Relativistic Kinetic Kill System (RKKS)
Relativistic kinetic kill system
Image from Steve Bowers
The world of Fiori is attacked by relativistic kinetic missiles in the Oracle War conflict
RKKS (pronounced rocks) are a relativistic weapons system consisting of an unmanned launch vehicle and dense projectiles. Used in interstellar warfare for extreme planetary bombardment. Used a number of times during the Second Consolidation War, by the Geminga Orthodoxy, and during the Oracle War. The use of RKKS systems is outlawed in the Sephirotic Empires and many other metaempires, but still sees occasional illegal use in conflicts on occasion.

The launch vehicle has a powerful drive system and can accelerate to near light speed fairly quickly. Upon arrival in the target star system the launch vehicle orients itself to its target(s) and releases its payload of projectiles. Each projectile is little more than a dense block of mass with a minimal amat maneuvering system for terminal course corrections. The launch vehicle may either continue through the target star system, decelerate and be reused or be used as an additional weapon in its own right.


Upon impact each projectile releases its accumulated relativistic mass in a huge explosion. At 99.9% of light speed, an RKKS projectile has a gamma of 22.4, and each proton has an energy of about 21 GeV, each electron 11 MeV. After penetrating a sectional density of about 0.7 ton/m^2, each proton or neutron in the spacecraft will have collided with a nucleus of a molecule in the air. This will disintegrate any atomic nucleus involved and give a spray of hadrons and mesons. Since the atmosphere of an Earth-like world holds about 10 tons per square meter of surface area, no part of the projectile can be expected to reach the ground un-disintegrated.

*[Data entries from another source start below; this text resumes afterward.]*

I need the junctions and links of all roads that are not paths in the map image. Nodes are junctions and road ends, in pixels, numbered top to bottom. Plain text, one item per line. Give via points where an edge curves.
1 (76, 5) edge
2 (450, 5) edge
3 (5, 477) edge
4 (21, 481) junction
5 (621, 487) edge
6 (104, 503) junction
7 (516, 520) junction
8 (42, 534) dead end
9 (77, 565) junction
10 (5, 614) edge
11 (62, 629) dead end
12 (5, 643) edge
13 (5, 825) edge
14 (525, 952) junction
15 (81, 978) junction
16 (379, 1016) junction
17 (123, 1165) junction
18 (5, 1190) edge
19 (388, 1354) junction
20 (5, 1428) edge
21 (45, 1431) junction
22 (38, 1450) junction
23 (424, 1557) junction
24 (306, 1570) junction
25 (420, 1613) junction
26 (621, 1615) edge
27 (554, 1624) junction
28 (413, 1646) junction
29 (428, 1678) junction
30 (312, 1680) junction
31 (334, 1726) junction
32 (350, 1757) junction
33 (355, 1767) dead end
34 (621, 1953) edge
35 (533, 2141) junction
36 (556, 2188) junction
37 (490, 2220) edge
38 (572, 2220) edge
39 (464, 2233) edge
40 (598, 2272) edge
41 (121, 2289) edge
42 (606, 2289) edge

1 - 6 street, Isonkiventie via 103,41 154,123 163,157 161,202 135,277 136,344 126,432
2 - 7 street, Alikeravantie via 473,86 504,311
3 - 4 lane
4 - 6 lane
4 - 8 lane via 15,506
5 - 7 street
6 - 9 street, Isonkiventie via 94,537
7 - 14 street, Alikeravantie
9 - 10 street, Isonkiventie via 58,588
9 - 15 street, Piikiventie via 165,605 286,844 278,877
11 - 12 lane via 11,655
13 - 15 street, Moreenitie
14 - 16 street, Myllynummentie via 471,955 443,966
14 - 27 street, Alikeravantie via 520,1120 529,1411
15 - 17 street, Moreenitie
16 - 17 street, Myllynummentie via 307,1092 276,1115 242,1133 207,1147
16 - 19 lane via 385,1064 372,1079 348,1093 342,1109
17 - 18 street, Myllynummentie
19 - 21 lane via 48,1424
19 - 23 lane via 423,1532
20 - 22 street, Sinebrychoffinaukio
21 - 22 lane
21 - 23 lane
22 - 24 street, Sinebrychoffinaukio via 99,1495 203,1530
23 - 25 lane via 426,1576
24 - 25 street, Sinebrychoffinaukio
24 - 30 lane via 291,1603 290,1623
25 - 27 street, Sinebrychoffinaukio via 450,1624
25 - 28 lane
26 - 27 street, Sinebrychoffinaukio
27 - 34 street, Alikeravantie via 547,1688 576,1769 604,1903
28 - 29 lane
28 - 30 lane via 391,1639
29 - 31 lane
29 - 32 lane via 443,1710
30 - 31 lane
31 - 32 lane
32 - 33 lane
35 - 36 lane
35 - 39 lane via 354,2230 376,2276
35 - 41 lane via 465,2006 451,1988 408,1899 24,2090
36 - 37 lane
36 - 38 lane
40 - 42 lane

The protons, neutrons, and mesons produced will interact with air nuclei before they hit the ground, and the particles they produce will interact, and so on, until 10 tons/m^2 is reached. This about 14 interaction lengths, with each interaction dividing the energy of that hadron or meson amongst all the particles coming out of that collision. Since electronic losses alone will stop a 1 GeV proton within about 3 tons/m^2 (and the 1 GeV proton will participate in several nuclear interactions before this, thus dumping its energy even sooner), none of the hadrons or mesons produced in this collision will hit the ground.

Muons from charged pi-meson decays will hit the ground, this requires the pi-mesons to decay before they hit an air nucleus in order to produce muons. Neutral pi-mesons will decay almost immediately into high energy gamma rays, which will produce electromagnetic showers (a gamma ray is absorbed in producing a high energy electron and positron pair, which then produce more gamma rays as they slam into atoms, which produce more electrons and positrons). Some of the gammas from these showers
may also make it to the ground. In fact the proportion of primary radiation that will reach the ground from the 20 GeV initial proton and neutron energies will be very small, but a small proportion of a large number (the original kinetic energy of the spacecraft) is still significant.

The radiation that makes it through the air to the ground will be scattered over a footprint with a radius of several hundred meters. Anything within that footprint will suffer the effects of the radiation. Anything outside that footprint is likely safe from the primary radiation. This means that a RKKS projectile will dump most of its energy in the upper to middle stratosphere. This amounts to about 2E18 J per kg of spacecraft, or about 400,000 MT per kg. It takes about 1 MJ/m^2 of radiant flux to flash fabric to flame and cause third degree burns to exposed skin.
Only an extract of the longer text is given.